- Problem requirements -
Scan the records for the string "edge"; copy each line where it occurs.

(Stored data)
....
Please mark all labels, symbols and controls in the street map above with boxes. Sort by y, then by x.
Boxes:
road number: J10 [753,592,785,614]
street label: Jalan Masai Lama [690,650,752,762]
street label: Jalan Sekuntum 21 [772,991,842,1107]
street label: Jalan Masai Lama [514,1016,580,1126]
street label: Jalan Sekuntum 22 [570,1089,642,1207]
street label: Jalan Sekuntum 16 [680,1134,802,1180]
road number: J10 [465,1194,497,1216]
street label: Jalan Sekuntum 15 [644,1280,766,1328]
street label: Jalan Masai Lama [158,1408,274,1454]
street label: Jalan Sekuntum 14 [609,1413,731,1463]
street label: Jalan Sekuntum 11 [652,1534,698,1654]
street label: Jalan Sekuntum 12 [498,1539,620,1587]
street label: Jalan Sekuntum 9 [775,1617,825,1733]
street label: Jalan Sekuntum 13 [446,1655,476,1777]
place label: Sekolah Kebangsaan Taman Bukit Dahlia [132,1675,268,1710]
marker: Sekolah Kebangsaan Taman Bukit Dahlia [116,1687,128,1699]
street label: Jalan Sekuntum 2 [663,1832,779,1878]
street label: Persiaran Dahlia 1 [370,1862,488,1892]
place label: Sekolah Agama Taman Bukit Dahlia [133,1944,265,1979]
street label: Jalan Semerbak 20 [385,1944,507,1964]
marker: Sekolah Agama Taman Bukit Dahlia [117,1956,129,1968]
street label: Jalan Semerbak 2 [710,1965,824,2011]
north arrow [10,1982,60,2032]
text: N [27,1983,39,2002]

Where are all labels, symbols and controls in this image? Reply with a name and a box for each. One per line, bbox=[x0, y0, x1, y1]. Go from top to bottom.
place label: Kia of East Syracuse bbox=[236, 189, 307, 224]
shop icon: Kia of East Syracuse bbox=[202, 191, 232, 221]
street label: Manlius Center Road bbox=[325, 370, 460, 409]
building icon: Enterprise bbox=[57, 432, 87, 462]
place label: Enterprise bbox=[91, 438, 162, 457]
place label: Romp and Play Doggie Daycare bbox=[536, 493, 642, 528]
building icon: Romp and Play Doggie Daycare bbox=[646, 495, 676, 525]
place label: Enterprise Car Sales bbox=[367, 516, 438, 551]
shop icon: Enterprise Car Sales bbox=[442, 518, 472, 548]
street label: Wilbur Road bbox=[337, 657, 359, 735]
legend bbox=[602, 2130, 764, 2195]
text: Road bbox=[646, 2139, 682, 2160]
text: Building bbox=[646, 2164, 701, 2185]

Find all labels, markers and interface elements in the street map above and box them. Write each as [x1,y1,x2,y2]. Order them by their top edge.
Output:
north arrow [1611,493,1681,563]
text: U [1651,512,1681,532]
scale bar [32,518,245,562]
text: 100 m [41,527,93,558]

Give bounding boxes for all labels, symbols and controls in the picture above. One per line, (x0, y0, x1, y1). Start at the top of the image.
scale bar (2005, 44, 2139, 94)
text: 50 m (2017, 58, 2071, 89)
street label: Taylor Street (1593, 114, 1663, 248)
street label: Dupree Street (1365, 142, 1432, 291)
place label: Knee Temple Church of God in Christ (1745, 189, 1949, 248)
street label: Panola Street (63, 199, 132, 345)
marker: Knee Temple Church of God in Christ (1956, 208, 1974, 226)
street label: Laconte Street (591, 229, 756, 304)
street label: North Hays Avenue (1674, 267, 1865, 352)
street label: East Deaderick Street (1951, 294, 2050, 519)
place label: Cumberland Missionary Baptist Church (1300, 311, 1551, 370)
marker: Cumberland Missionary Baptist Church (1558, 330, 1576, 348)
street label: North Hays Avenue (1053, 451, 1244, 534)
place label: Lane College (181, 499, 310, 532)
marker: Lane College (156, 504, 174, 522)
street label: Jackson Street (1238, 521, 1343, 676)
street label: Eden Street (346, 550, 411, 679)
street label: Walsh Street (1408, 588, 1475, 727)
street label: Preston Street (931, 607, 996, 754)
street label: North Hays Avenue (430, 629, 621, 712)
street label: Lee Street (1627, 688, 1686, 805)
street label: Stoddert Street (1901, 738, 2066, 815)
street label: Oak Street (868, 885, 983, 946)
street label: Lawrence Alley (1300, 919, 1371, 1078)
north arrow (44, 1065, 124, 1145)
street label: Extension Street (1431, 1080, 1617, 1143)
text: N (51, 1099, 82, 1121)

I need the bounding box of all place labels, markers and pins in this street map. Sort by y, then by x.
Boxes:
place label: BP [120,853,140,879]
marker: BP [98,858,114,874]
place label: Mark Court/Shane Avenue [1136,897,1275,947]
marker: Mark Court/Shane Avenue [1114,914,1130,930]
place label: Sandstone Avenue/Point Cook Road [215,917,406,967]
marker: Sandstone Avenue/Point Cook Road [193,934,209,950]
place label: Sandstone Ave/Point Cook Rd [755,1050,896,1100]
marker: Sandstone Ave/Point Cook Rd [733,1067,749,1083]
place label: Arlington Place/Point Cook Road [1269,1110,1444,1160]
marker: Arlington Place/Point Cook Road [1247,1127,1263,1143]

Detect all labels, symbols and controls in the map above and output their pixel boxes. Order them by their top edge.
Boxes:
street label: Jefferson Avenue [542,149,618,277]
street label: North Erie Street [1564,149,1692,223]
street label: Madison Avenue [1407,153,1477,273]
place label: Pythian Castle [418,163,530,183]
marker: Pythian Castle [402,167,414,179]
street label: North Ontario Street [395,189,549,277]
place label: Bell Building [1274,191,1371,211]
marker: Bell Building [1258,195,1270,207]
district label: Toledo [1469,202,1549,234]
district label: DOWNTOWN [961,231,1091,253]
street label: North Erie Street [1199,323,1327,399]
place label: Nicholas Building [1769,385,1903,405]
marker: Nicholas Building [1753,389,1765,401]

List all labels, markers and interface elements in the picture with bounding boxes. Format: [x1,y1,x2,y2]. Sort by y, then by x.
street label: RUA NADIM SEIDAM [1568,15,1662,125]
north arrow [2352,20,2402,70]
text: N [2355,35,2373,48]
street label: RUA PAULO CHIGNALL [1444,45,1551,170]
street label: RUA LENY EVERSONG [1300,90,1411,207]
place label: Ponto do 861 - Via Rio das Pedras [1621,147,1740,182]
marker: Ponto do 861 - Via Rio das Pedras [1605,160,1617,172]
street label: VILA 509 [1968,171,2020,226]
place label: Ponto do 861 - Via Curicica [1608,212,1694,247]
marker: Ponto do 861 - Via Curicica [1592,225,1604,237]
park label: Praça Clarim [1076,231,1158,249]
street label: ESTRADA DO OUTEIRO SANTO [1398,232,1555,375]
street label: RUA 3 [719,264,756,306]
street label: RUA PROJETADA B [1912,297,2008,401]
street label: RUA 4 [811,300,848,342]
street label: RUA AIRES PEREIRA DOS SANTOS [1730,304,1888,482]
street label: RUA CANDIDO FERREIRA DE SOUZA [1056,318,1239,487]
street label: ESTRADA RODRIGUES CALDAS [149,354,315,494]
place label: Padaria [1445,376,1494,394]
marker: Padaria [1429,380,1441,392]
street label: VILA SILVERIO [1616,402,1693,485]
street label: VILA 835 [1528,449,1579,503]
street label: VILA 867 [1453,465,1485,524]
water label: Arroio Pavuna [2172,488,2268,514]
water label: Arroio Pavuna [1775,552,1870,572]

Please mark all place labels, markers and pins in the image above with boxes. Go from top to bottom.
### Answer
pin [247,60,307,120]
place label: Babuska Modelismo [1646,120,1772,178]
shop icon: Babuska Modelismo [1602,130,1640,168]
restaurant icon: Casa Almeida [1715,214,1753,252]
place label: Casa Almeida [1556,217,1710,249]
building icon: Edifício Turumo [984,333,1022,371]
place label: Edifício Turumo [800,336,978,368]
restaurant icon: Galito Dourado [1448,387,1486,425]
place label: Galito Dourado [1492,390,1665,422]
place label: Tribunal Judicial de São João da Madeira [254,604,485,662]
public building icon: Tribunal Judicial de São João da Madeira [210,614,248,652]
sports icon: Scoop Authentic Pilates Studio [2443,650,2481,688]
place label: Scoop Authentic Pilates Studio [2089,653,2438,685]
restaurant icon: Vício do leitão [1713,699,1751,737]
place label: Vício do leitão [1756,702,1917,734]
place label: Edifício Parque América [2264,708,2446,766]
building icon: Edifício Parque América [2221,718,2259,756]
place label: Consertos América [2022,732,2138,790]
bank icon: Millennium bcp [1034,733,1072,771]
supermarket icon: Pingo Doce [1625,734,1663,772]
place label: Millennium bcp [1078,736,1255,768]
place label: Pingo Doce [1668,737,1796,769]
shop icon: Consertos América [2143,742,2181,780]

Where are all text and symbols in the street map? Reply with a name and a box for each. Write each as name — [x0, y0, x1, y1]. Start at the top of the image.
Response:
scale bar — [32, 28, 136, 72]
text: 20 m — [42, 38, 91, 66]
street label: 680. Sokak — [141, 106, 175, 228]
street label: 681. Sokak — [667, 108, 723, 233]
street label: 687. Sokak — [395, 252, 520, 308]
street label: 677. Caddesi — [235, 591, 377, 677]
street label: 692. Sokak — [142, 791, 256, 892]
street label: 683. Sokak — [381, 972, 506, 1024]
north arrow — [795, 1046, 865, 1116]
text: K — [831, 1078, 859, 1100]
....
- Expected answer -
Find all labels, markers and interface elements in the street map above and box them. Write each as [x1,y1,x2,y2]. Order them by their top edge.
Detect all labels, symbols and controls in the map above and output their pixel boxes. Order them by their top edge.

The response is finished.